AIM OF THE EXERCISE: Will you quote precisely the lines that run from the top of the material below to the line containing "Please list the", both ends included?

DATASET RECORDS:

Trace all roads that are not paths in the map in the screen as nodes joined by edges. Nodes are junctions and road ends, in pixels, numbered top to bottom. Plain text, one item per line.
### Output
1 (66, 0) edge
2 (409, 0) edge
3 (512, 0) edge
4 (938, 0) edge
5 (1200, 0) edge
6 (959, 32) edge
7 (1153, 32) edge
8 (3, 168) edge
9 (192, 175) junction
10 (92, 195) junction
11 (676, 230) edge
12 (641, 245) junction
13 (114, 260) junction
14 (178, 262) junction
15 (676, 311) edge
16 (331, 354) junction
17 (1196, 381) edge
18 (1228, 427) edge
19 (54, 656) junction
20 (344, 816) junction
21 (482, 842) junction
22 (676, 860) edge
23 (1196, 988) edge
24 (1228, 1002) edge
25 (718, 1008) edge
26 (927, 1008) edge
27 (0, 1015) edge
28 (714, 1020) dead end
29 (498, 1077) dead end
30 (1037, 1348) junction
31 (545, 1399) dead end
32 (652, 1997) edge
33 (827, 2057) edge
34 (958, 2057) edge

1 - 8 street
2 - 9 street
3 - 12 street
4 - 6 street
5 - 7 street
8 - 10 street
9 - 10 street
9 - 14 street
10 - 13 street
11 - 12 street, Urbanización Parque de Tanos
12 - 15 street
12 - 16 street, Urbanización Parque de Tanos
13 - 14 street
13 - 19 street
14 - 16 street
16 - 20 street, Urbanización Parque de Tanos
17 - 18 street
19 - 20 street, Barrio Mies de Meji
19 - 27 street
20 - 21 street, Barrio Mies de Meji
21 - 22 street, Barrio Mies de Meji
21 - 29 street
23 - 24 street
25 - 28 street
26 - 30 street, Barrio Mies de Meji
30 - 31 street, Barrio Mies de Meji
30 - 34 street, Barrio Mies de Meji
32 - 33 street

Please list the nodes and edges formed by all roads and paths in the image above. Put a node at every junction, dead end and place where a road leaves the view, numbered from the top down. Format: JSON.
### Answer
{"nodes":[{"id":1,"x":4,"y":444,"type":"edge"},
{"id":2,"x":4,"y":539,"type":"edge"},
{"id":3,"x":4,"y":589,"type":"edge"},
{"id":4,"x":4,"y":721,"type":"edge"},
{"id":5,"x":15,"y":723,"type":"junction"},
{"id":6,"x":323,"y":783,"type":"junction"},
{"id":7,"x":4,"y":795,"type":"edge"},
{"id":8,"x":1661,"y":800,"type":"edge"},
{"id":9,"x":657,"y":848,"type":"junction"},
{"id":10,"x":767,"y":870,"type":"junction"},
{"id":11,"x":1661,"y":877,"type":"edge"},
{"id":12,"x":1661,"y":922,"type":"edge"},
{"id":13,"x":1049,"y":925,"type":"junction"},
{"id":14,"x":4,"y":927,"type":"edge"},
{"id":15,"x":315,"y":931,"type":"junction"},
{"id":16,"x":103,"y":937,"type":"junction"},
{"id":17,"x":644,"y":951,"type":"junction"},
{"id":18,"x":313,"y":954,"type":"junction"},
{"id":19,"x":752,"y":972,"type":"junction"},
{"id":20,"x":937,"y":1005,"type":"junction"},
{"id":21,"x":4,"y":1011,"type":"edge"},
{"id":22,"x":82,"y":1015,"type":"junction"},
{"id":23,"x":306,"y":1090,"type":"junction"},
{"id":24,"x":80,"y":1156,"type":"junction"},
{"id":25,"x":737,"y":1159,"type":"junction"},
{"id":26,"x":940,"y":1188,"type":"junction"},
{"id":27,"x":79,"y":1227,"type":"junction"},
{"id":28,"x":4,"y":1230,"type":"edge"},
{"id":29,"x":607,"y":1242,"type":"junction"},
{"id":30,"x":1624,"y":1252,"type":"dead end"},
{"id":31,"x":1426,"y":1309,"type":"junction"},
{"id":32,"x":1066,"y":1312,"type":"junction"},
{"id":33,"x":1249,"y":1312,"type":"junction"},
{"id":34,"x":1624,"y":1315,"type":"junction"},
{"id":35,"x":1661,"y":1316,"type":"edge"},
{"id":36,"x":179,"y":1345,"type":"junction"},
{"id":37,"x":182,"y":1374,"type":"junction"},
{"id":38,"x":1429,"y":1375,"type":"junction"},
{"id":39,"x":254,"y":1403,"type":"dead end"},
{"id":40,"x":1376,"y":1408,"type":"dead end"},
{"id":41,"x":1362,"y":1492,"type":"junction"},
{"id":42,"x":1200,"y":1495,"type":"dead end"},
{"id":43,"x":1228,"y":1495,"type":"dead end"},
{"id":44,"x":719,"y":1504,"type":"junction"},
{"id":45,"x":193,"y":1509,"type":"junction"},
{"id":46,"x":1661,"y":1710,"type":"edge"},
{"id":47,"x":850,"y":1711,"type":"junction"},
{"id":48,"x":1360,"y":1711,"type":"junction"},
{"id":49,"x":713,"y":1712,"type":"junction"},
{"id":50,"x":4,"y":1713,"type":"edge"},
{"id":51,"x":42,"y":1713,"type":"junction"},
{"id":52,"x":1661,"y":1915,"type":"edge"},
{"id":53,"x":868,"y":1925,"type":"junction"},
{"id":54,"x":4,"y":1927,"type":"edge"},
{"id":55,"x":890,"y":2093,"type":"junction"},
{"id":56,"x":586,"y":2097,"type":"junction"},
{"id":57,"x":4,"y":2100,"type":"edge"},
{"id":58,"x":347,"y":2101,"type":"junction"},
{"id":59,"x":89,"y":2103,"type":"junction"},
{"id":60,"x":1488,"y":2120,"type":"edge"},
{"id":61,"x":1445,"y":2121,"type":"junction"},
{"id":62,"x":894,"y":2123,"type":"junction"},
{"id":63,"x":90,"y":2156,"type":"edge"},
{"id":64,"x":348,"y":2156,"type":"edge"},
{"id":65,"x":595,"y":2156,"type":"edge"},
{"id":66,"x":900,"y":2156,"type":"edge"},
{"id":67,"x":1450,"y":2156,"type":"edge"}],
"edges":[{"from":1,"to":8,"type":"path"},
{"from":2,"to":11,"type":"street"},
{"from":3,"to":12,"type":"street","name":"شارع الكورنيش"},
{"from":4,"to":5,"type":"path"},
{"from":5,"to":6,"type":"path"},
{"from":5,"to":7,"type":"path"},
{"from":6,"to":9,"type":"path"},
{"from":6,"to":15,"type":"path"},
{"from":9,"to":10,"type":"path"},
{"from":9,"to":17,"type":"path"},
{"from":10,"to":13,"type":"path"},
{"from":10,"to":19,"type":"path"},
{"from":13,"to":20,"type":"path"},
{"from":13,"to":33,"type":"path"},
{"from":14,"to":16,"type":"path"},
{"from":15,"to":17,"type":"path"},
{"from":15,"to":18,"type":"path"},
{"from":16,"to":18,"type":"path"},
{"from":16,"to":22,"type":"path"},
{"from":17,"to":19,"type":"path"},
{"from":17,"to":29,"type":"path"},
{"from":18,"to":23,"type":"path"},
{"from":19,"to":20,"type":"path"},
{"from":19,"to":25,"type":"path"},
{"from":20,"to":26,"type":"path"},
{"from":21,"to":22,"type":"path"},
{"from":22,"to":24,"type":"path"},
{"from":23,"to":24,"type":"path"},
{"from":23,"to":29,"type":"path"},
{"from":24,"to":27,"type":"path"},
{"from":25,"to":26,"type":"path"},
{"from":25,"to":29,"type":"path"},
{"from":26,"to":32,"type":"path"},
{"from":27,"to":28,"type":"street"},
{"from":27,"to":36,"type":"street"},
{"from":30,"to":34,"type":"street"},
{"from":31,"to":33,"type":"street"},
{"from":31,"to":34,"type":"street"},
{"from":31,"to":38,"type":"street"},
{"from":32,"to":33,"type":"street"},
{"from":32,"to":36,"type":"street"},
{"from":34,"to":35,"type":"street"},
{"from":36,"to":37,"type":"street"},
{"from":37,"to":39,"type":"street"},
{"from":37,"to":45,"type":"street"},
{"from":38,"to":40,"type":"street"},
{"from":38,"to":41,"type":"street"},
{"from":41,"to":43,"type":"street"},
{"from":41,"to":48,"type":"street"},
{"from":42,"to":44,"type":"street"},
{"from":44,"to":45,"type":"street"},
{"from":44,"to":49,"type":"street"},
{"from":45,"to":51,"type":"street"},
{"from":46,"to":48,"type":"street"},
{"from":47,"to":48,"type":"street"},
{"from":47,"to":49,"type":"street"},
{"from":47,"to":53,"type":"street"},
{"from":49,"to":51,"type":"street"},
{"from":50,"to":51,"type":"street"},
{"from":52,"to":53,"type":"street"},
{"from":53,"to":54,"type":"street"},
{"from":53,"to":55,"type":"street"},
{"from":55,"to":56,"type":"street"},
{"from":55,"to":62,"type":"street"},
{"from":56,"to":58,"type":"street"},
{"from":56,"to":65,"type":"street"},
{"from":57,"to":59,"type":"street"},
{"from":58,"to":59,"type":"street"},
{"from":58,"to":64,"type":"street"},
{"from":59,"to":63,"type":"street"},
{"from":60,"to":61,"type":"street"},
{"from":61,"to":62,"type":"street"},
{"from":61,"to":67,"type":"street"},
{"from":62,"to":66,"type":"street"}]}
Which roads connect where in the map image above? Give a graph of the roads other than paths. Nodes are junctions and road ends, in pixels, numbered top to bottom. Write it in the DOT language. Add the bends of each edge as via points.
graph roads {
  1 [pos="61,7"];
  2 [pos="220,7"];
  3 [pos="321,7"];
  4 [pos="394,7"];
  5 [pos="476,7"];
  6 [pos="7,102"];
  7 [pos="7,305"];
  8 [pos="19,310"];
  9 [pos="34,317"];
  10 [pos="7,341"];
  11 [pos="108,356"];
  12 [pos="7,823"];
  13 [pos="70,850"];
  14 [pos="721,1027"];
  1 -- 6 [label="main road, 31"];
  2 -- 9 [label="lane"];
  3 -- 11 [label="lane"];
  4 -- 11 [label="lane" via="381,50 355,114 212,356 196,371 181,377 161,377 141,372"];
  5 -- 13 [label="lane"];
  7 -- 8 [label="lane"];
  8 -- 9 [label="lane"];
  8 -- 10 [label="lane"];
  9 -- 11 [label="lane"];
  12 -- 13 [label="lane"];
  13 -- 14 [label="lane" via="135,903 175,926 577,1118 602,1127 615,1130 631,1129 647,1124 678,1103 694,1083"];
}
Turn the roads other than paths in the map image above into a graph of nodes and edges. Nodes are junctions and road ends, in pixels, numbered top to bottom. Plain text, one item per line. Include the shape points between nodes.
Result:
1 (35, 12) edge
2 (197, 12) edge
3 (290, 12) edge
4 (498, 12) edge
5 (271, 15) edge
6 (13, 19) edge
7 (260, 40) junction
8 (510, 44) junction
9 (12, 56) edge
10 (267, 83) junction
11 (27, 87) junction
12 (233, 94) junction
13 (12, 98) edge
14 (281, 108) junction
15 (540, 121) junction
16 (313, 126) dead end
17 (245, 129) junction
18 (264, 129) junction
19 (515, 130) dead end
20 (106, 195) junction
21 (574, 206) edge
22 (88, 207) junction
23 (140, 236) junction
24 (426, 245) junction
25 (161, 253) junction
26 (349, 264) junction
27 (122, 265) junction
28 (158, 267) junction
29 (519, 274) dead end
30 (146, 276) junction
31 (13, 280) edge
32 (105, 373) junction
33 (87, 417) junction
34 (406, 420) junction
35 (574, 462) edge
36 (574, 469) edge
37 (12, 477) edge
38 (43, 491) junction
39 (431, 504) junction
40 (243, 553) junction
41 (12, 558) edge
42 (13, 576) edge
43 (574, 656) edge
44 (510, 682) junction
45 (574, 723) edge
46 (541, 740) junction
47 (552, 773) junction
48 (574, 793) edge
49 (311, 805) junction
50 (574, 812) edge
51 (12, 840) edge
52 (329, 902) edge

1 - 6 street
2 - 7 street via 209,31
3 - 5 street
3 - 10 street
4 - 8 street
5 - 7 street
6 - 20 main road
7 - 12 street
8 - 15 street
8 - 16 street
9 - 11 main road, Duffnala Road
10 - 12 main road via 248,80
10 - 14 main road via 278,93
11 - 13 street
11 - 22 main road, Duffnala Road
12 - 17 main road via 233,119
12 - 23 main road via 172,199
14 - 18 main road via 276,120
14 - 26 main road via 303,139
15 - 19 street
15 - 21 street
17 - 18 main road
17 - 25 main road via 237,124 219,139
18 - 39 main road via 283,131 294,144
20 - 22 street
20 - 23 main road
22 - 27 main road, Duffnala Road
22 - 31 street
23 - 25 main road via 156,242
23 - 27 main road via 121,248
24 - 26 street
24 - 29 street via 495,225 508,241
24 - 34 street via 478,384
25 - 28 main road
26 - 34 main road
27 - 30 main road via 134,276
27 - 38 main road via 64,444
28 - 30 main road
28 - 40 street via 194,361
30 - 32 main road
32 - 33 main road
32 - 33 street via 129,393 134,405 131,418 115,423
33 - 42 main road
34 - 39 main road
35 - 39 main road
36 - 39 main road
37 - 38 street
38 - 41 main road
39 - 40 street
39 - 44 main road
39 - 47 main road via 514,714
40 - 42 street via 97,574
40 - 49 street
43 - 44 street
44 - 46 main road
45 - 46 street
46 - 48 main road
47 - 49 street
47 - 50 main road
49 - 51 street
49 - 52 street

ANSWER TO THE PROBLEM:
Trace all roads that are not paths in the map in the screen as nodes joined by edges. Nodes are junctions and road ends, in pixels, numbered top to bottom. Plain text, one item per line.
### Output
1 (66, 0) edge
2 (409, 0) edge
3 (512, 0) edge
4 (938, 0) edge
5 (1200, 0) edge
6 (959, 32) edge
7 (1153, 32) edge
8 (3, 168) edge
9 (192, 175) junction
10 (92, 195) junction
11 (676, 230) edge
12 (641, 245) junction
13 (114, 260) junction
14 (178, 262) junction
15 (676, 311) edge
16 (331, 354) junction
17 (1196, 381) edge
18 (1228, 427) edge
19 (54, 656) junction
20 (344, 816) junction
21 (482, 842) junction
22 (676, 860) edge
23 (1196, 988) edge
24 (1228, 1002) edge
25 (718, 1008) edge
26 (927, 1008) edge
27 (0, 1015) edge
28 (714, 1020) dead end
29 (498, 1077) dead end
30 (1037, 1348) junction
31 (545, 1399) dead end
32 (652, 1997) edge
33 (827, 2057) edge
34 (958, 2057) edge

1 - 8 street
2 - 9 street
3 - 12 street
4 - 6 street
5 - 7 street
8 - 10 street
9 - 10 street
9 - 14 street
10 - 13 street
11 - 12 street, Urbanización Parque de Tanos
12 - 15 street
12 - 16 street, Urbanización Parque de Tanos
13 - 14 street
13 - 19 street
14 - 16 street
16 - 20 street, Urbanización Parque de Tanos
17 - 18 street
19 - 20 street, Barrio Mies de Meji
19 - 27 street
20 - 21 street, Barrio Mies de Meji
21 - 22 street, Barrio Mies de Meji
21 - 29 street
23 - 24 street
25 - 28 street
26 - 30 street, Barrio Mies de Meji
30 - 31 street, Barrio Mies de Meji
30 - 34 street, Barrio Mies de Meji
32 - 33 street

Please list the nodes and edges formed by all roads and paths in the image above. Put a node at every junction, dead end and place where a road leaves the view, numbered from the top down. Format: JSON.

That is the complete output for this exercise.